Me llevó a Torrelavega el hallazgo de un artículo, breve y sentido, de Luis Landínez titulado Unamuno en Torrelavega, publicado en un diario de Santander, en septiembre de 1951; exactamente hará el próximo martes 60 años. Contaba el verano que pasó en la casa del Dr. Velarde el entonces maduro Unamuno. Ocurría en 1908 y él tenía 44 años. Pero lo curioso es que de aquella estancia quedó el recuerdo de la lectura del poema de Joan Maragall, La vaca ciega, cosa que hizo Unamuno y quedó constancia en una inscripción de uno de los bancos del jardín, que según Landínez llevaba escrito, textualmente: “Aquí recitó Unamuno ´La vaca ciega´ de Maragall”.
Busqué la casa, que estaba en Tanos, lindando con Torrelavega, y tras mucho preguntar -¿cómo se pregunta, y a quién, por Unamuno y el Dr. Velarde, y Maragall y La vaca ciega?- pude al fin acercarme a una casa, no sé si la misma pero al menos la más probable, abandonada, por nombre sarcástico Villa Inocencia, pero ni pude entrar ni atisbé por las rendijas de una puerta desvencijada banco alguno donde pudiera leer la leyenda, si es que se conserva. Como el verano, la memoria es esquiva.

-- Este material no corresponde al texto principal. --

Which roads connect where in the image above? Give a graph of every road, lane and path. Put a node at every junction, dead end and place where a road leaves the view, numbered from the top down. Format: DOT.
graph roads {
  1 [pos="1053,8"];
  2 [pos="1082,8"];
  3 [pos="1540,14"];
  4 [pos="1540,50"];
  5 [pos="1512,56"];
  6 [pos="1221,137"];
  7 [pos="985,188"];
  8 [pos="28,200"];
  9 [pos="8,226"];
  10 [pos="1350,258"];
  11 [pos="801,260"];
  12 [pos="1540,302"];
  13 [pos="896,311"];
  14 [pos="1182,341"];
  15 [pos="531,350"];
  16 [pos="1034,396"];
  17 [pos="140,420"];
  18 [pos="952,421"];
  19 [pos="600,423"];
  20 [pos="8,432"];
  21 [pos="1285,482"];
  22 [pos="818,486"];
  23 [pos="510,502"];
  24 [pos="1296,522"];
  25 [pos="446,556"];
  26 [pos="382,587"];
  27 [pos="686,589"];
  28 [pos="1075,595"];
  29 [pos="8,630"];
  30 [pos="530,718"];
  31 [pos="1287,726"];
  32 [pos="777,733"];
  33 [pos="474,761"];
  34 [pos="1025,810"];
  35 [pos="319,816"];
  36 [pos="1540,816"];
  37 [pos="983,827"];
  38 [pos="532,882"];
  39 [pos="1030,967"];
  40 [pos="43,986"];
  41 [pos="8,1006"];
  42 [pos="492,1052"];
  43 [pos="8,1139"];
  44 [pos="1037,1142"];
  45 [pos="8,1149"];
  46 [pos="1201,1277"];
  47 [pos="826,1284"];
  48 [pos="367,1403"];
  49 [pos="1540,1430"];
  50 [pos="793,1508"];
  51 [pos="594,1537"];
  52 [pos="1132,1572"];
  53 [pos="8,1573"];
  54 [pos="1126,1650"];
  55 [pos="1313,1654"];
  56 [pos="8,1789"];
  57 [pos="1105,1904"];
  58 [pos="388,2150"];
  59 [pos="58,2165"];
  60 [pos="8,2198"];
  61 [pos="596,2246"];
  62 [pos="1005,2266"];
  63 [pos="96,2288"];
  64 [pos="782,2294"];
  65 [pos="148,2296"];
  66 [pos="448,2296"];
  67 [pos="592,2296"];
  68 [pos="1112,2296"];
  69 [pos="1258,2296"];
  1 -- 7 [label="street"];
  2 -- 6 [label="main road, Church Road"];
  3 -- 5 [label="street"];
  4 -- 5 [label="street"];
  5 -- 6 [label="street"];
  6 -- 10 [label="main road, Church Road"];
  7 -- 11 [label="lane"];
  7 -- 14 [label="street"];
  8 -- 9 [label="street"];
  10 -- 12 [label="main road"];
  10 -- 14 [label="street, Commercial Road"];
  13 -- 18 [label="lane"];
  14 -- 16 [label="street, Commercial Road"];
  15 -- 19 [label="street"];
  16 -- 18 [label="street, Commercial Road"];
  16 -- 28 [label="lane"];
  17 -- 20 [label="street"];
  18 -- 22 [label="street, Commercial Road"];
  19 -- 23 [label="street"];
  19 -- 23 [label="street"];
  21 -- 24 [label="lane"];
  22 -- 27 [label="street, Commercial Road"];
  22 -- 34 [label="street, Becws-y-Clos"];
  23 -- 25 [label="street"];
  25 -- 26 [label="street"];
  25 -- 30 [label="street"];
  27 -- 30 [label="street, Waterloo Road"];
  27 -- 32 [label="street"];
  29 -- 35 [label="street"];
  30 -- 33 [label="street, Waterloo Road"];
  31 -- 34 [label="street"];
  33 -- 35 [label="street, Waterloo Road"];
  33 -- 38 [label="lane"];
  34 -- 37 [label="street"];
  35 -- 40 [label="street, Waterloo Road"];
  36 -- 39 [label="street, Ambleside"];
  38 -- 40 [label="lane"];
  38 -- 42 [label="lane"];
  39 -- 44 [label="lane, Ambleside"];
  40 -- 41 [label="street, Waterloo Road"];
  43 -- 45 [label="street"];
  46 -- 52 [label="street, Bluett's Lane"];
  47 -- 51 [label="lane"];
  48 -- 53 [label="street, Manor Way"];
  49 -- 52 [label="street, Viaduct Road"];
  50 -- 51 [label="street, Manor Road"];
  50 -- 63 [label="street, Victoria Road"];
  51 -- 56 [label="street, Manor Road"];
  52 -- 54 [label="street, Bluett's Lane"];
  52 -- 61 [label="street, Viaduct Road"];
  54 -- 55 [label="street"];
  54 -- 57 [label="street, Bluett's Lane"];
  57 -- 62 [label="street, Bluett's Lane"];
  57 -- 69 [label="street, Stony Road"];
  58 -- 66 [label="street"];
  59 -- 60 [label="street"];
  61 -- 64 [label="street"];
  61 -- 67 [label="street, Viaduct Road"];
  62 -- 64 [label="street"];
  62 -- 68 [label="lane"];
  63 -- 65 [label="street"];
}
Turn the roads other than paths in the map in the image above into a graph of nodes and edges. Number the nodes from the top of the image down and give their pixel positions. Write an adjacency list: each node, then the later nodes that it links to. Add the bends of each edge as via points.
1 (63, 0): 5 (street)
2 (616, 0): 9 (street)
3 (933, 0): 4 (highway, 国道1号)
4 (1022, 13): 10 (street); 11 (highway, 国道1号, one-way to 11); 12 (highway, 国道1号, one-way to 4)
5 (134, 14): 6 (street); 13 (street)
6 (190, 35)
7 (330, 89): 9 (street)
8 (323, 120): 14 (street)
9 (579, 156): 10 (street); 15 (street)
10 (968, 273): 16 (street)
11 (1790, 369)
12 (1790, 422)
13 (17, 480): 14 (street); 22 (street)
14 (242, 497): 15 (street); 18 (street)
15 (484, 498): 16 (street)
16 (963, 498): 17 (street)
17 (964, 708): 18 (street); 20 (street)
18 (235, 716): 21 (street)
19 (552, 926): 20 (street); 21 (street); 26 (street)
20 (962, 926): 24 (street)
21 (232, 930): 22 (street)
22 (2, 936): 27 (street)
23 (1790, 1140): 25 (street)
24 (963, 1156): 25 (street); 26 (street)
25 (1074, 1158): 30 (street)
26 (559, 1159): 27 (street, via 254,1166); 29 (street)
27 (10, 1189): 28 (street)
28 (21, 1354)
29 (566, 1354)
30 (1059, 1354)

Allí me había llevado un artículo de Luis Landínez, una de las grandes promesas literarias de los cincuenta en España, que había escrito una novela tan olvidada como interesante titulada Los hijos de Máximo Judas, que murió en un oscuro accidente en los años sesenta, después de haber pasado tortura y cárcel en su condición de militante comunista, y al que se deberá, involuntariamente, que Gil de Biedma no fuera admitido en el PCE-PSUC por su inclinación homosexual (responsabilidad que se atribuye a Manolo Sacristán, por ignorancia).
Tiempos ásperos los nuestros, donde sería imposible imaginarse un verano en Tanos, un lugar anodino, donde el cronista aseguraba en 1951 que se podía ver Torrelavega y en día claro incluso el mar, y hoy es inseparable de la villa, atufada por los humos pestíferos de un par de industrias químicas, y donde a duras penas se ve algo más que la urbanización de enfrente. Pero al menos imagínenselo, ese Unamuno, con su voz aflautada poco acorde para la declamación, enteco de cuerpo y con su indumentaria de vendedor de biblias, encarado no sabemos a quién, pero recitando orgulloso su versión castellana de La vaca ciega de Maragall. Un privilegio, el de haber estado allí. Y luego el almuerzo, parco y limitado para un inapetente vegetariano como don Miguel, en la casa del Dr. Velarde, del que no tengo ni idea pero que debía ser librepensador y riguroso curador de paisanos, que le adorarían igual que al santo o a la virgen local.
Mundos perdidos que el verano nos trae, como las mareas del norte.